Much of what we are seeing now in the way of threats, police
brutality and militia atrocities will be familiar to observers of the South
African scene in the 1980s and Eastern Europe just before the collapse of
Communism. Civil rights activists and church leaders were targeted in those
societies as terminal regimes lashed out at their opponents.
Our
situation here is by no means unique. But at the same time it must
be acknowledged that our civil society is structurally weak. The church
needs to find its voice. And the academic, legal, and business communities
need to speak out on injustice and national pauperisation,
There
is obvious concern in civil society that Ndungane, who knows little
or nothing about Zimbabwe, will be taken in by the claims of the
ruling-party politicians he meets. This, after all, is what happened to Thabo
Mbeki and a host of visiting South African ministers pre-selected for their
gullibility.
But we need have no fears on this score. South African
civil society is made of sterner stuff.

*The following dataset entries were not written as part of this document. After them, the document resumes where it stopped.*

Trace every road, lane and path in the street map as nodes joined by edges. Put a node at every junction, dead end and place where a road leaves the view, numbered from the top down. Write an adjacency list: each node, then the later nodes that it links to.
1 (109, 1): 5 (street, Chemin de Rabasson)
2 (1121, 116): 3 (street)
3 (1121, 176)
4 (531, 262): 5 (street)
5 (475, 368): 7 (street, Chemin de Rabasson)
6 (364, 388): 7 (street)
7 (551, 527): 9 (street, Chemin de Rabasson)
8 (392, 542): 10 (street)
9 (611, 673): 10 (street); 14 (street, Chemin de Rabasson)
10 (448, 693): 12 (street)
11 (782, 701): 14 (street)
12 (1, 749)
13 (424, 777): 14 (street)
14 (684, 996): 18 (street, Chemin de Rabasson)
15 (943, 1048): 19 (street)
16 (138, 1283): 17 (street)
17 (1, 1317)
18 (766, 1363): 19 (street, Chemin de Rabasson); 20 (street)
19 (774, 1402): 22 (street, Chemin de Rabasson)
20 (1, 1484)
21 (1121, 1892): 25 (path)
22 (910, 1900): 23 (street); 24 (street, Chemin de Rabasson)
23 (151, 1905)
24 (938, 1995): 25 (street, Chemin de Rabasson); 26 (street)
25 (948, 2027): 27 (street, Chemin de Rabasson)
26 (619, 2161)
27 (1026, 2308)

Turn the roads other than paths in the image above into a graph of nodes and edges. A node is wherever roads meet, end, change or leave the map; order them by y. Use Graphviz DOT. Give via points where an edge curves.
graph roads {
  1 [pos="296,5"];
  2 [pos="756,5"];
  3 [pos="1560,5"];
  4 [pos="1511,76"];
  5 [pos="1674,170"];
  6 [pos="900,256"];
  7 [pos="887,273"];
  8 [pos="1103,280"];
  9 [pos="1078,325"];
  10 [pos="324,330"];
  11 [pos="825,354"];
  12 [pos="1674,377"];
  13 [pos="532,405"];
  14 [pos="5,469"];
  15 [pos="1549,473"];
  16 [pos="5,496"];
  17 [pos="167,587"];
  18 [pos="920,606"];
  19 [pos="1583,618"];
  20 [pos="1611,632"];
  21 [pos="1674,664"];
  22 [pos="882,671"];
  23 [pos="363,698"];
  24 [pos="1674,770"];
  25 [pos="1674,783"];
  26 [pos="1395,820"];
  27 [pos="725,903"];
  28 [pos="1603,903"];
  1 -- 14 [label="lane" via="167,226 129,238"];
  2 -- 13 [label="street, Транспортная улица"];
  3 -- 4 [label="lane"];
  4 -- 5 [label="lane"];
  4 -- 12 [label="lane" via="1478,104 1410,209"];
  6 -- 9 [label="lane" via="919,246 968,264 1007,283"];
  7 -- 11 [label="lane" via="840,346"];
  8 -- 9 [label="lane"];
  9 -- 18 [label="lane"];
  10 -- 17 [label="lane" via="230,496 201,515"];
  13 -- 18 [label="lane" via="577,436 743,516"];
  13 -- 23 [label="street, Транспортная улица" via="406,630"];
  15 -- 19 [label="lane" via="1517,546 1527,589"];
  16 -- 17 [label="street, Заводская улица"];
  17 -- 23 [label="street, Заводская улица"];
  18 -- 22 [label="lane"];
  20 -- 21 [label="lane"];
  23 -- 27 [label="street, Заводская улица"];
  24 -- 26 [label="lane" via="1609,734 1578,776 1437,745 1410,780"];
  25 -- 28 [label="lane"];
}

As he made clear at his press
conference, the archbishop recognised that the Zimbabwe crisis involved more
than a land problem.
"The restoration of political normality, a
culture of human rights, hunger relief and political legitimacy are important
to bring peace and stability to Zimbabwe," he said in remarks echoed by
Charles Villa-Vicencio of the Institute for Justice and Reconciliation which
is sponsoring the talks.
Those involved have no illusions about the
size of the mountain they have to climb. But so far they provide the best
opportunity we have had for political change. They are declining to swallow
President Mugabe's blandishments or his redundant nationalist pretensions
about the MDC being British-sponsored. The fact that the Herald ran an
opinion piece denouncing Ndungane's remarks is a good sign. However obdurate
Mugabe may appear, he is at least now acknowledging that he needs help in
climbing out of the hole he has dug for himself.
We wish
Archbishop Ndungane and his colleagues well. They need the goodwill of all
Zimbabweans in their rescue mission.